Malone was arrested in August as part of a year-long Drug Enforcement Agency investigation. He had previously been convicted for distributing crack cocaine in 1991, but was thought to have ceased any criminal activity long ago. DC Assault had produced NBA stars like Jeff Green and Michael Beasley, and Malone became known as a go-to-guy between the team's players and the college basketball programs that were trying to recruit them. 

He ultimately pleaded guilty in March to a charge of conspiracy to distribute and possess with intent to distribute cocaine and heroin in the U.S. District Court for the District of Columbia.

“Curtis Malone had the opportunity to be a positive role model for young people, but with today’s prison sentence, he becomes a cautionary tale,” U.S. Attorney Ron Machen said in a release after the sentencing. “The lesson is simple: peddling drugs and toting guns will put you behind bars. We hope that young people who see Malone’s fate will steer clear of the lifestyle that led to his downfall.”

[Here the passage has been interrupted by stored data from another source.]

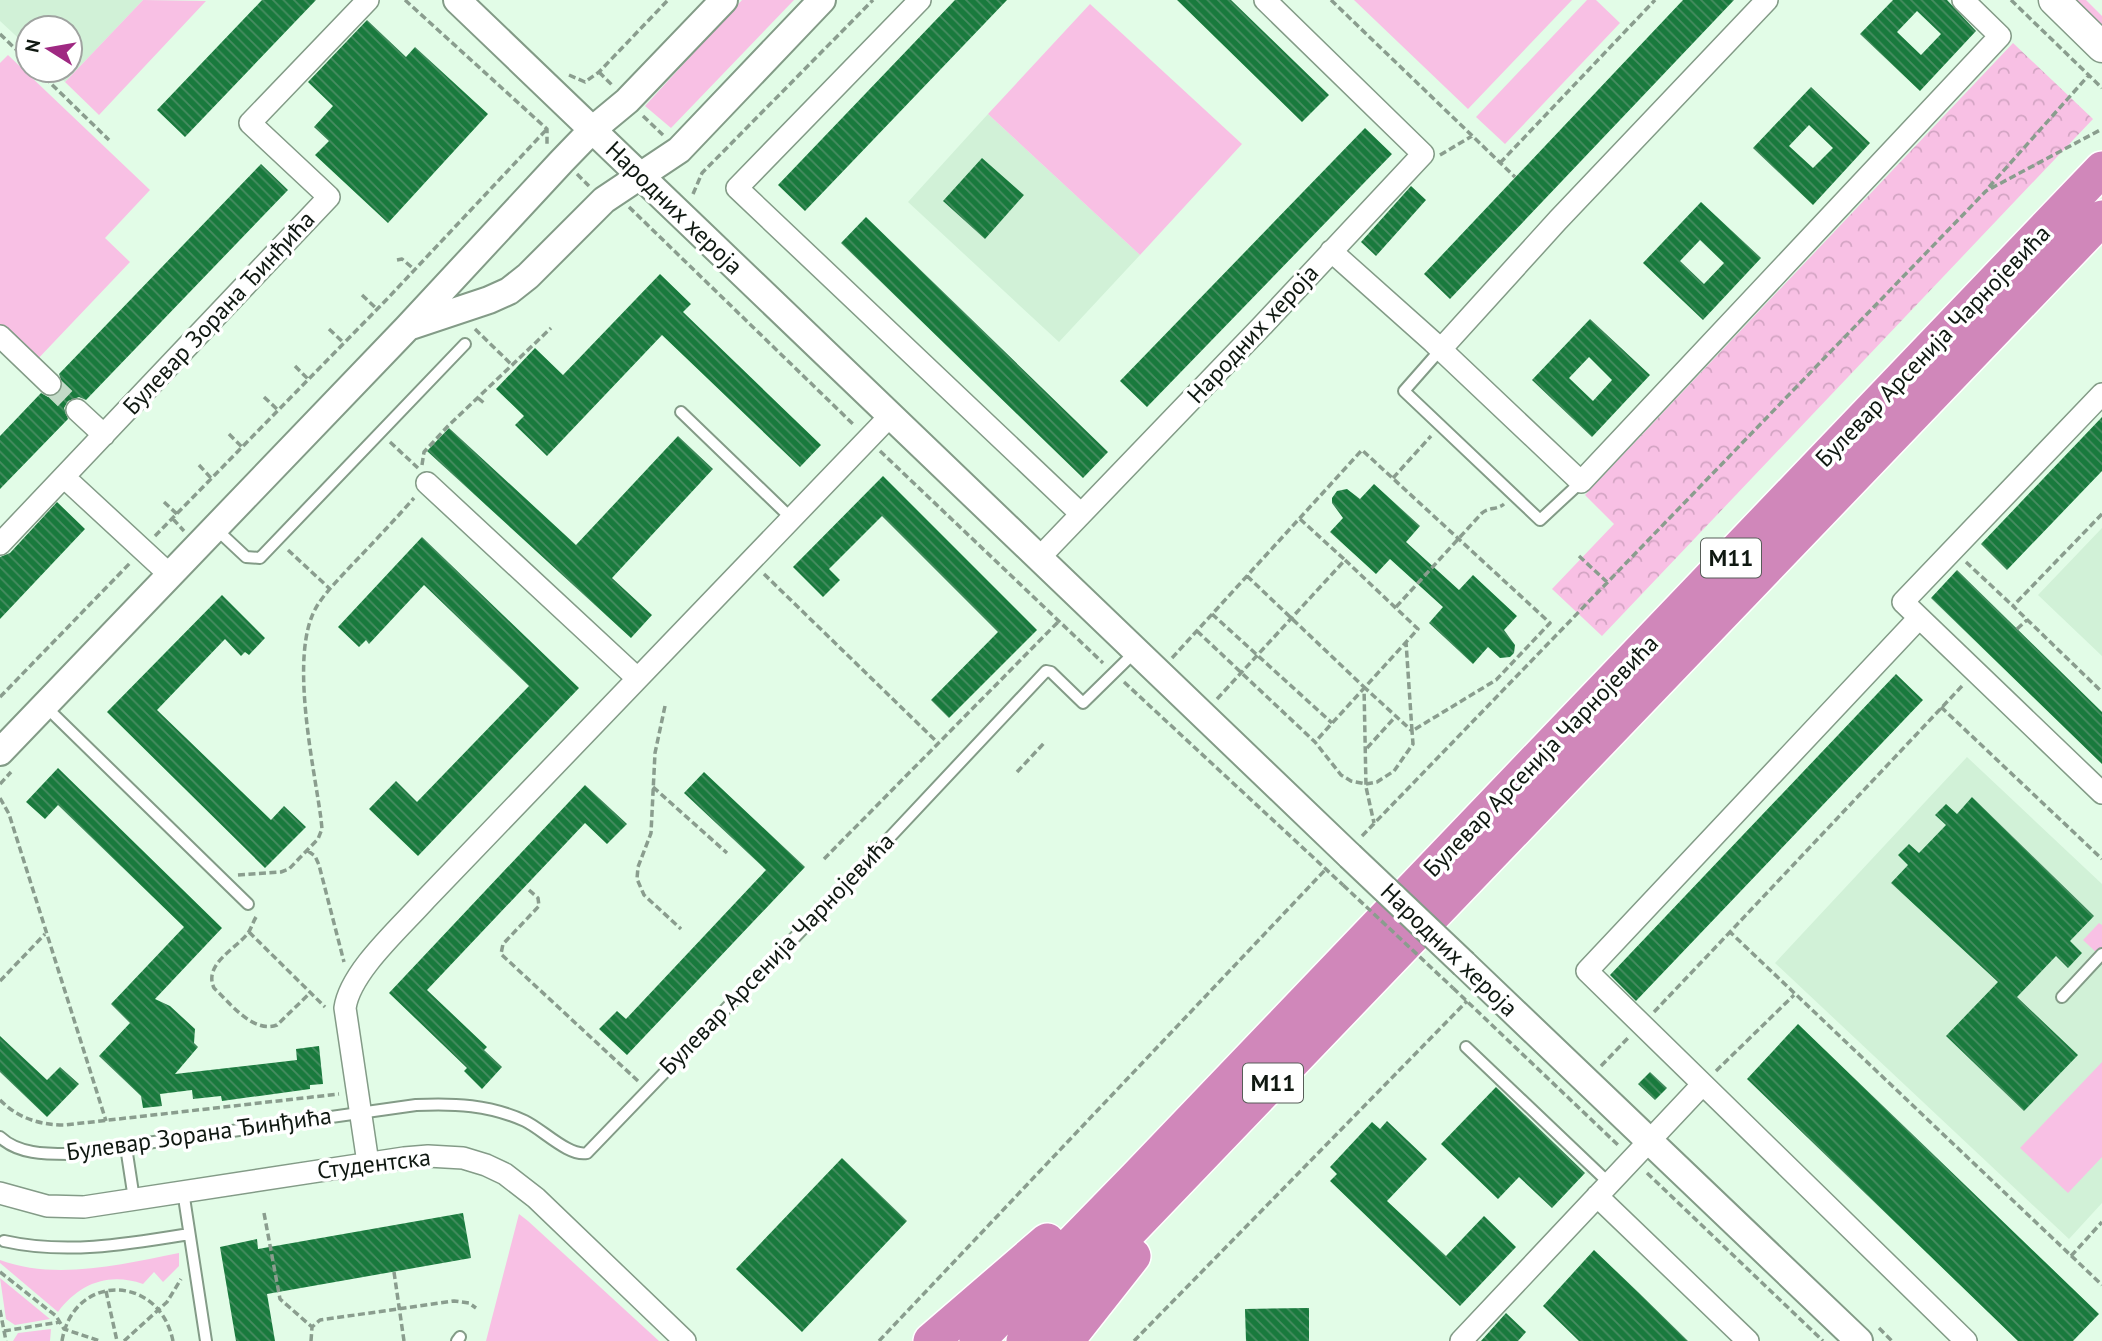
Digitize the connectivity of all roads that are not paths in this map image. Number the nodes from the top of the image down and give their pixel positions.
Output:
1 (368, 0) edge
2 (457, 0) edge
3 (724, 0) edge
4 (822, 0) edge
5 (920, 0) edge
6 (1265, 0) edge
7 (1767, 0) edge
8 (1963, 0) edge
9 (2054, 0) edge
10 (2102, 47) edge
11 (592, 130) junction
12 (2102, 170) edge
13 (640, 176) junction
14 (2102, 218) edge
15 (1331, 251) junction
16 (407, 328) junction
17 (0, 336) edge
18 (465, 344) dead end
19 (1441, 349) junction
20 (50, 384) tunnel mouth
21 (2102, 394) edge
22 (77, 410) tunnel mouth
23 (681, 412) dead end
24 (890, 416) junction
25 (104, 435) junction
26 (64, 477) junction
27 (426, 478) road end
28 (1581, 482) junction
29 (1081, 514) junction
30 (791, 518) junction
31 (215, 528) junction
32 (0, 544) edge
33 (1039, 558) junction
34 (170, 575) junction
35 (1919, 618) junction
36 (1136, 651) junction
37 (637, 678) junction
38 (45, 706) junction
39 (0, 752) edge
40 (2102, 793) edge
41 (248, 904) dead end
42 (2102, 954) edge
43 (2062, 997) dead end
44 (1466, 1047) dead end
45 (1702, 1085) junction
46 (361, 1113) junction
47 (0, 1137) edge
48 (1649, 1140) junction
49 (126, 1147) junction
50 (368, 1163) junction
51 (1603, 1189) junction
52 (1147, 1191) junction
53 (0, 1193) edge
54 (134, 1199) junction
55 (184, 1200) junction
56 (189, 1234) junction
57 (4, 1241) dead end
58 (206, 1341) edge
59 (685, 1341) edge
60 (931, 1341) edge
61 (978, 1341) edge
62 (1024, 1341) edge
63 (1066, 1341) edge
64 (1461, 1341) edge
65 (1748, 1341) edge
66 (1859, 1341) edge
67 (1966, 1341) edge

1 - 25 street, Булевар Зорана Ђинђића
2 - 11 street, Народних хероја
3 - 11 street
4 - 13 street
5 - 29 street
6 - 15 street, Народних хероја
7 - 19 street
8 - 28 street
9 - 10 main road
11 - 13 street, Народних хероја
11 - 16 street
12 - 52 highway, Булевар Арсенија Чарнојевића / M11
13 - 16 street
13 - 24 street, Народних хероја
14 - 52 highway, Булевар Арсенија Чарнојевића / M11
15 - 19 street
15 - 29 street, Народних хероја
16 - 31 street
17 - 20 street
18 - 31 lane
19 - 28 street
19 - 28 lane
21 - 35 street
22 - 25 street
23 - 30 lane
24 - 30 street
24 - 33 street, Народних хероја
25 - 26 street, Булевар Зорана Ђинђића
26 - 32 street, Булевар Зорана Ђинђића
26 - 34 street
27 - 37 street
29 - 33 street, Народних хероја
30 - 37 street
31 - 34 street
33 - 36 street, Народних хероја
34 - 38 street
35 - 40 street
35 - 45 street
36 - 46 lane, Булевар Арсенија Чарнојевића
36 - 48 street, Народних хероја, bridge
37 - 46 street
38 - 39 street
38 - 41 lane
42 - 43 lane
44 - 51 lane
45 - 48 street
45 - 67 street
46 - 49 lane, Булевар Зорана Ђинђића
46 - 50 street
47 - 49 lane, Булевар Зорана Ђинђића
48 - 51 street
48 - 66 street, Народних хероја
49 - 54 lane
50 - 55 street, Студентска
50 - 59 street, Студентска
51 - 64 street
51 - 65 street
52 - 60 highway
52 - 61 highway, Булевар Арсенија Чарнојевића / M11
52 - 62 highway, Булевар Арсенија Чарнојевића / M11
52 - 63 highway
53 - 54 street, Студентска
54 - 55 street, Студентска
55 - 56 lane
56 - 57 lane
56 - 58 lane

Three other people have pleaded guilty in connection to the case, as well. Clarence Redd was sentenced to 90 months in prison for a charge of distributing heroin. Two other men are awaiting sentencing, and another defendant is a fugitive.

Malone, according to the Department of Justice, conspired with the other men between August 2012 and August 2013 to distribute cocaine and heroin in D.C. He admitted that he was responsible for at least five kilograms of cocaine and at least 100 grams of heroin.

The DEA found a loaded handgun in Malone's Upper Marlboro home in August along with 998.5 grams of cocaine and 81.2 grams of heroin in August 2013.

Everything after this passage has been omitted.